**Exercise goal**
Among the lines below, the one containing "ring pip: (889, 842)" opens the range and the one containing "ring pip: (299, 196)" closes it. Print that range exactly, without the pictures.

---------------

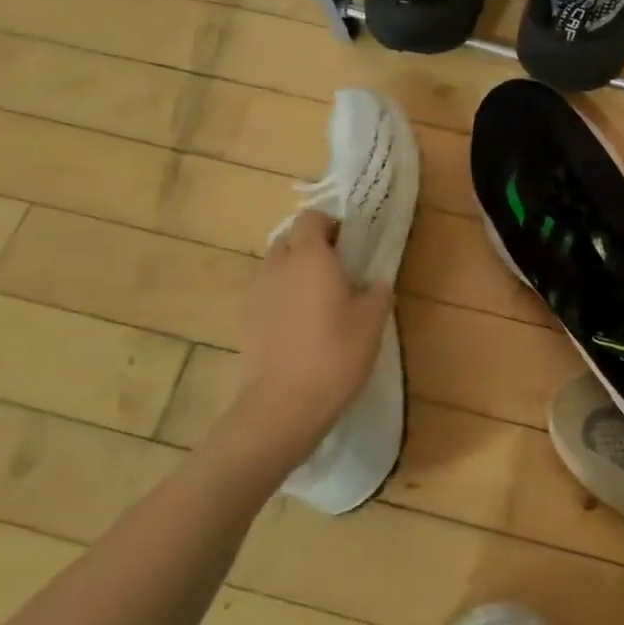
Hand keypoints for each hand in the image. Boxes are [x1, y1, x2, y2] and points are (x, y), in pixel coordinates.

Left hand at [220, 211, 392, 468]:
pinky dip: (284, 296)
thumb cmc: (335, 354)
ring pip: (277, 266)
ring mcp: (256, 293)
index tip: (352, 244)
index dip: (332, 224)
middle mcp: (278, 266)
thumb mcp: (372, 320)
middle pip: (290, 239)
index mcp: (310, 256)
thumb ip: (377, 291)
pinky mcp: (246, 320)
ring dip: (297, 272)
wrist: (282, 405)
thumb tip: (374, 282)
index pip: (312, 218)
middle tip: (340, 270)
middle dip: (313, 245)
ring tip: (322, 299)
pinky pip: (268, 293)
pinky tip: (303, 325)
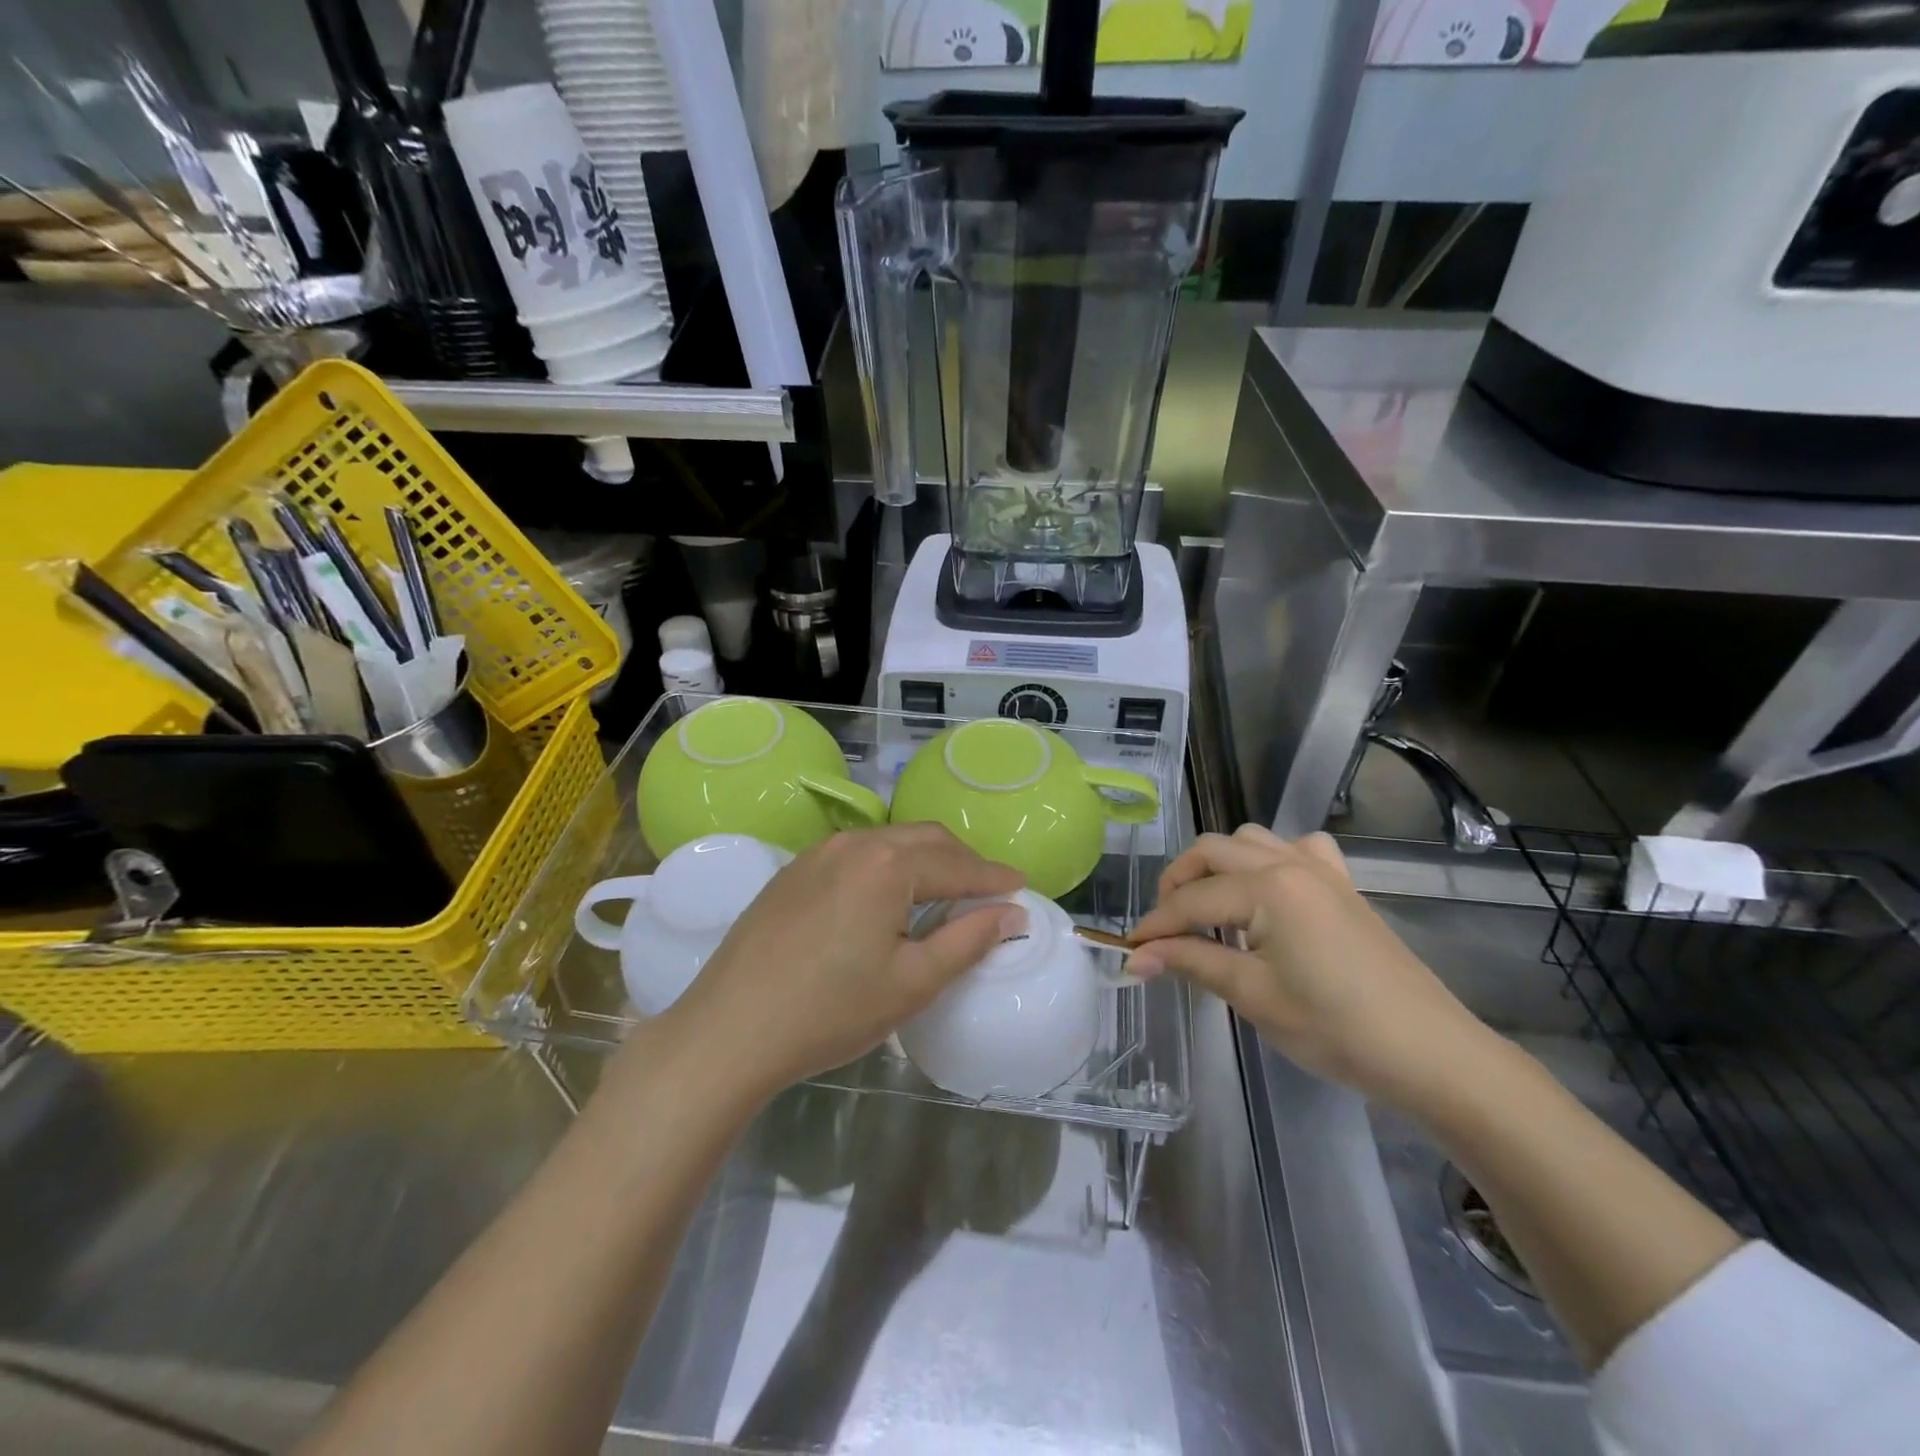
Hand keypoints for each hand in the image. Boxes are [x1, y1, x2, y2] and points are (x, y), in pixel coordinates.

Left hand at [664, 825, 1024, 1100]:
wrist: (730, 1030)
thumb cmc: (830, 1011)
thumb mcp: (912, 983)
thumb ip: (968, 941)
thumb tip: (1011, 913)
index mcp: (888, 864)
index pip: (958, 864)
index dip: (994, 877)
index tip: (1022, 887)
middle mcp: (854, 843)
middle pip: (925, 840)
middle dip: (963, 861)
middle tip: (987, 891)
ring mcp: (818, 853)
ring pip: (889, 842)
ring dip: (924, 860)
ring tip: (943, 893)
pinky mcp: (793, 871)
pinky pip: (856, 854)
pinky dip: (888, 866)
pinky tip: (887, 898)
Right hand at [1128, 825, 1493, 1108]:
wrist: (1430, 1053)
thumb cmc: (1336, 1028)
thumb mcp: (1253, 995)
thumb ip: (1191, 963)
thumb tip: (1135, 957)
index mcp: (1267, 887)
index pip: (1192, 900)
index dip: (1155, 926)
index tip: (1129, 951)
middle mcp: (1289, 863)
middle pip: (1212, 852)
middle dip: (1178, 883)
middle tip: (1164, 928)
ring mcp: (1321, 869)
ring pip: (1249, 841)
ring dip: (1217, 866)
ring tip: (1206, 908)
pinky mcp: (1342, 885)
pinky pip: (1295, 849)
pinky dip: (1267, 860)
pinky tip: (1267, 892)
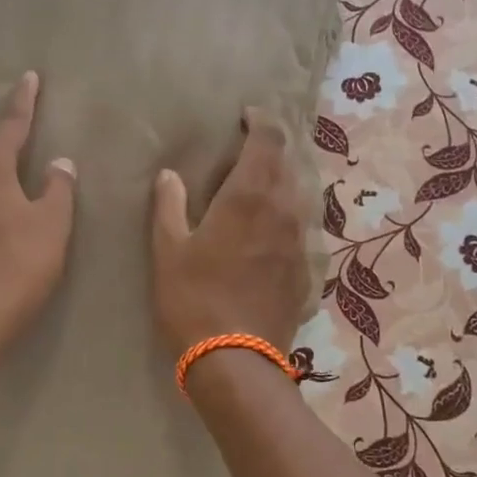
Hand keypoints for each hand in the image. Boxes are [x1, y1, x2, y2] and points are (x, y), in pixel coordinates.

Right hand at [151, 108, 312, 359]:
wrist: (236, 359)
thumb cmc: (193, 299)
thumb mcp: (168, 250)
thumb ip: (169, 205)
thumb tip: (170, 175)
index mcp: (249, 196)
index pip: (268, 140)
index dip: (260, 121)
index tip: (246, 116)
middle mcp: (284, 210)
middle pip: (288, 164)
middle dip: (271, 150)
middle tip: (248, 150)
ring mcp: (301, 241)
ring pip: (299, 196)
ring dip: (282, 183)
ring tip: (260, 188)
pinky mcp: (307, 269)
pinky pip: (302, 229)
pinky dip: (288, 218)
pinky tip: (271, 233)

---------------

**Exercise result**
ring pip: (889, 842)
ring dip: (924, 860)
ring tip: (943, 893)
pinky mcp: (793, 871)
pinky pip: (856, 854)
pinky dip: (888, 866)
pinky tip: (887, 898)
Right hand at [1128, 825, 1493, 1108]:
wrist: (1430, 1053)
thumb cmc: (1336, 1028)
thumb mcp: (1253, 995)
thumb ip: (1191, 963)
thumb tip: (1135, 957)
index mcp: (1267, 887)
index pip: (1192, 900)
index dip: (1155, 926)
index tip: (1129, 951)
middle mcp: (1289, 863)
middle pip: (1212, 852)
middle dip: (1178, 883)
middle tip: (1164, 928)
ring mcp: (1321, 869)
ring pip: (1249, 841)
ring dip: (1217, 866)
ring tip: (1206, 908)
pinky mcp: (1342, 885)
pinky pip: (1295, 849)
pinky dip: (1267, 860)
pinky tip: (1267, 892)
Hand keypoints for each hand in the image. Boxes are [x1, y1, x2, y2] and points are (x, y), in pixel coordinates.

Right hand at [151, 108, 312, 359]:
wrist: (236, 359)
thumb cmc: (193, 299)
thumb mcp: (168, 250)
thumb ip: (169, 205)
thumb tip: (170, 175)
index mcp: (249, 196)
index pip: (268, 140)
index dip: (260, 121)
index tip: (246, 116)
middle mcp: (284, 210)
middle pip: (288, 164)
middle dip: (271, 150)
middle tip: (248, 150)
ring mcp: (301, 241)
ring pip: (299, 196)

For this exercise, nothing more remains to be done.